After enrollment in WHISCA, six participants were diagnosed with probable dementia (four CEE, two placebo), 33 with mild cognitive impairment (18 CEE, 15 placebo), and 18 with incident strokes (eight CEE, 10 placebo).

Mean unadjusted scores and sds for the cognitive outcome measures are presented by treatment group and visit in Table 3. Results of the primary analyses are summarized in Table 4 for the intention-to-treat sample. Across both treatment groups, analysis of longitudinal changes indicated overall improvements in cognitive performance over time, with the exception of digits forward, digits backward, and finger tapping nondominant hand. Positive affect and negative affect scores did not change over time, and there were small, nonsignificant increases in depressive symptom scores over time across both treatment groups. Mean differences between treatment groups at the initial WHISCA assessment, adjusted for time since randomization, are shown in the left column of Table 4, with positive values indicating higher scores for the CEE compared with placebo group. Only the card rotations test showed significantly lower performance in women randomized to CEE compared with placebo (P = 0.005).

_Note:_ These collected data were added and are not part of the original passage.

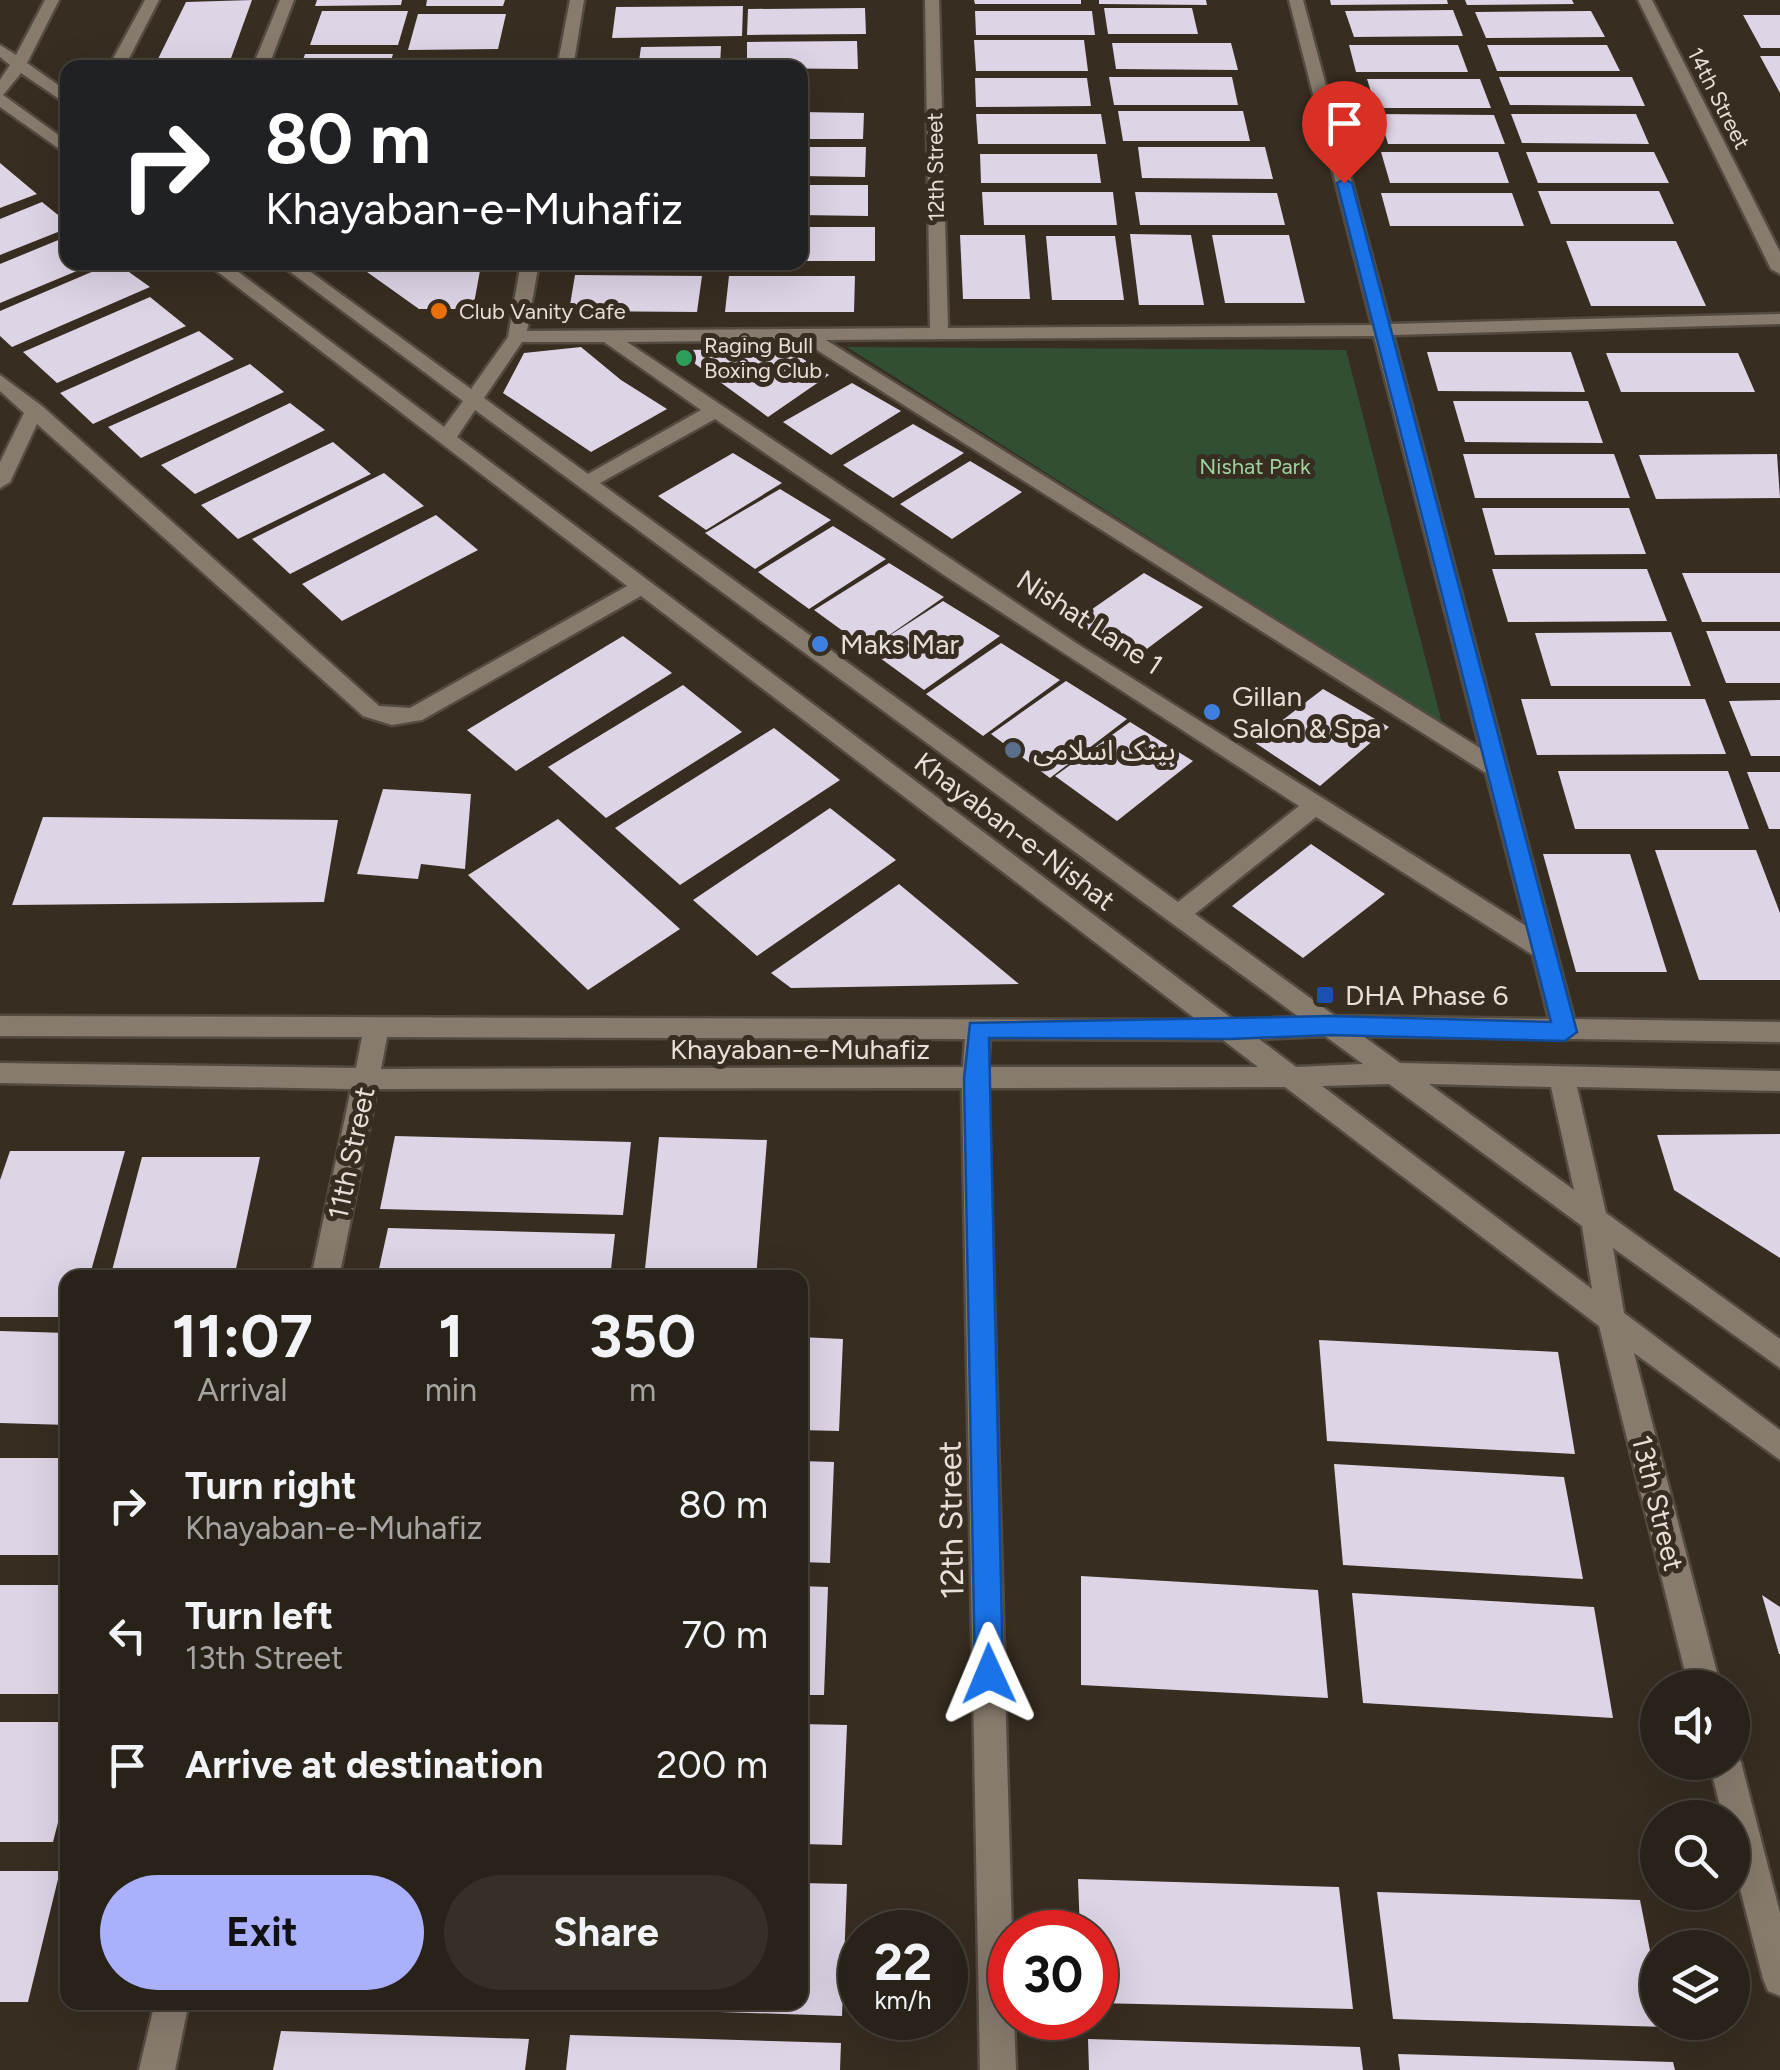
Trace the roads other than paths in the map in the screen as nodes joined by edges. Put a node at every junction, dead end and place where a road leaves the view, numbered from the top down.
1 (52, 0) edge
2 (152, 0) edge
3 (287, 0) edge
4 (577, 0) edge
5 (932, 0) edge
6 (1296, 0) edge
7 (1646, 0) edge
8 (0, 50) edge
9 (120, 60) edge
10 (263, 60) edge
11 (566, 60) edge
12 (19, 64) junction
13 (0, 91) edge
14 (60, 94) edge
15 (0, 98) edge
16 (60, 144) edge
17 (224, 270) edge
18 (295, 270) edge
19 (529, 270) edge
20 (1780, 270) edge
21 (1780, 319) edge
22 (1383, 330) junction
23 (804, 334) junction
24 (939, 334) junction
25 (606, 335) junction
26 (517, 337) junction
27 (0, 380) edge
28 (476, 399) junction
29 (34, 410) junction
30 (714, 411) junction
31 (446, 438) junction
32 (0, 482) edge
33 (588, 482) junction
34 (641, 588) junction
35 (1498, 770) junction
36 (1315, 806) junction
37 (1179, 914) junction
38 (1546, 950) junction
39 (0, 1026) edge
40 (1330, 1026) junction
41 (377, 1028) junction
42 (978, 1029) junction
43 (1230, 1030) junction
44 (1565, 1032) junction
45 (1780, 1032) edge
46 (0, 1073) edge
47 (1395, 1073) junction
48 (1562, 1077) junction
49 (1292, 1078) junction
50 (367, 1079) junction
51 (975, 1079) junction
52 (1780, 1081) edge
53 (1595, 1222) junction
54 (327, 1270) edge
55 (1611, 1319) junction
56 (1780, 1355) edge
57 (1780, 1447) edge
58 (1700, 1670) edge
59 (1729, 1780) edge
60 (1780, 1979) edge
61 (170, 2010) edge
62 (157, 2070) edge
63 (998, 2070) edge

1 - 12 street
2 - 9 street
3 - 10 street
4 - 11 street
5 - 24 street, 12th Street
6 - 22 street
7 - 20 street, 14th Street
8 - 12 street
12 - 13 street
12 - 14 street
15 - 16 street
17 - 31 street, Khayaban-e-Nishat
18 - 28 street, Khayaban-e-Nishat
19 - 26 street
21 - 22 street
22 - 24 street
22 - 35 street
23 - 24 street
23 - 25 street
23 - 35 street
25 - 26 street
25 - 30 street, Nishat Lane 1
26 - 28 street
27 - 29 street
28 - 31 street
28 - 33 street, Khayaban-e-Nishat
29 - 32 street
29 - 34 street
30 - 33 street
30 - 36 street, Nishat Lane 1
31 - 34 street, Khayaban-e-Nishat
33 - 37 street, Khayaban-e-Nishat
34 - 43 street, Khayaban-e-Nishat
35 - 38 street
36 - 37 street
36 - 38 street, Nishat Lane 1
37 - 40 street, Khayaban-e-Nishat
38 - 44 street
39 - 41 street, Khayaban-e-Muhafiz
40 - 43 street, Khayaban-e-Muhafiz
40 - 44 street, Khayaban-e-Muhafiz
40 - 47 street, Khayaban-e-Nishat
41 - 42 street, Khayaban-e-Muhafiz
41 - 50 street, 11th Street
42 - 43 street, Khayaban-e-Muhafiz
42 - 51 street, 12th Street
43 - 49 street, Khayaban-e-Nishat
44 - 45 street, Khayaban-e-Muhafiz
46 - 50 street, Khayaban-e-Muhafiz
47 - 48 street, Khayaban-e-Muhafiz
47 - 49 street, Khayaban-e-Muhafiz
47 - 53 street, Khayaban-e-Nishat
48 - 52 street, Khayaban-e-Muhafiz
48 - 53 street, 13th Street
49 - 51 street, Khayaban-e-Muhafiz
49 - 55 street, Khayaban-e-Nishat
50 - 51 street, Khayaban-e-Muhafiz
50 - 54 street, 11th Street
51 - 63 street, 12th Street
53 - 55 street, 13th Street
53 - 56 street, Khayaban-e-Nishat
55 - 57 street, Khayaban-e-Nishat
55 - 58 street, 13th Street
59 - 60 street
61 - 62 street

However, trends toward lower performance in the CEE compared with placebo group were observed across a number of measures. Results were similar in analyses excluding individuals with probable dementia, mild cognitive impairment, and stroke.

Table 3.

Mean (se) adjusted scores for cognitive and affective measures by treatment group for the intention-to-treat sample

Measure Visit 1
Visit 2
Visit 3
Visit 4
CEE Placebo CEE Placebo CEE Placebo CEE Placebo
Number of subjects 434 452 412 408 391 388 326 325
Verbal knowledge
 PMA vocabulary 34.73 (0.48) 35.88 (0.47) 35.81 (0.48) 36.50 (0.47) 35.77 (0.49) 36.76 (0.48) 35.94 (0.49) 36.60 (0.49)
Verbal fluency
 Letter fluency 38.40 (0.61) 39.57 (0.60) 39.74 (0.62) 40.58 (0.61) 39.15 (0.62) 40.84 (0.61) 39.31 (0.64) 41.17 (0.63)
 Category fluency 28.13 (0.30) 28.94 (0.30) 28.21 (0.31) 28.75 (0.31) 27.42 (0.31) 28.09 (0.31) 27.20 (0.32) 27.99 (0.32)
Memory
 BVRT errors 7.73 (0.19) 7.35 (0.19) 7.45 (0.19) 7.28 (0.19) 7.29 (0.20) 6.89 (0.19) 7.67 (0.20) 7.04 (0.20)
 CVLT
 Total list A trials 27.78 (0.31) 28.40 (0.31) 28.74 (0.32) 28.84 (0.31) 24.70 (0.32) 25.33 (0.32) 25.29 (0.34) 26.70 (0.34)
 Total list B interference trial 6.34 (0.09) 6.43 (0.09) 6.35 (0.10) 6.65 (0.10) 4.50 (0.10) 4.73 (0.10) 4.51 (0.11) 4.70 (0.11)
 Short delay free 8.16 (0.15) 8.16 (0.15) 8.64 (0.16) 8.49 (0.15) 7.40 (0.16) 7.47 (0.16) 7.72 (0.17) 7.95 (0.16)
 Long delay free 8.89 (0.15) 8.93 (0.15) 9.25 (0.16) 9.26 (0.15) 8.67 (0.16) 8.72 (0.16) 8.81 (0.17) 9.15 (0.17)
Attention and working memory
 Digits forward 7.21 (0.10) 7.42 (0.10) 7.38 (0.10) 7.51 (0.10) 7.48 (0.10) 7.48 (0.10) 7.34 (0.11) 7.42 (0.11)
 Digits backward 6.49 (0.09) 6.53 (0.09) 6.34 (0.10) 6.41 (0.09) 6.34 (0.10) 6.45 (0.10) 6.30 (0.10) 6.43 (0.10)
Spatial ability
 Card rotations 51.33 (1.39) 56.66 (1.36) 54.90 (1.41) 60.57 (1.39) 58.30 (1.42) 60.08 (1.40) 60.65 (1.47) 63.53 (1.45)
Fine motor speed
 Finger tapping dom 37.67 (0.34) 38.71 (0.33) 38.52 (0.35) 39.66 (0.34) 38.93 (0.35) 39.89 (0.35) 38.75 (0.37) 39.93 (0.36)
 Finger tapping nondom 35.64 (0.29) 36.28 (0.29) 35.89 (0.30) 36.85 (0.29) 35.96 (0.30) 36.90 (0.30) 35.84 (0.31) 36.88 (0.31)
Affect
 PANAS positive 3.61 (0.03) 3.66 (0.03) 3.63 (0.03) 3.61 (0.03) 3.58 (0.03) 3.63 (0.03) 3.63 (0.04) 3.63 (0.04)
 PANAS negative 1.64 (0.03) 1.64 (0.03) 1.67 (0.03) 1.67 (0.03) 1.64 (0.03) 1.68 (0.03) 1.66 (0.04) 1.67 (0.03)
 GDS 1.58 (0.11) 1.74 (0.11) 1.71 (0.12) 1.93 (0.11) 1.64 (0.12) 1.91 (0.12) 1.62 (0.12) 2.00 (0.12)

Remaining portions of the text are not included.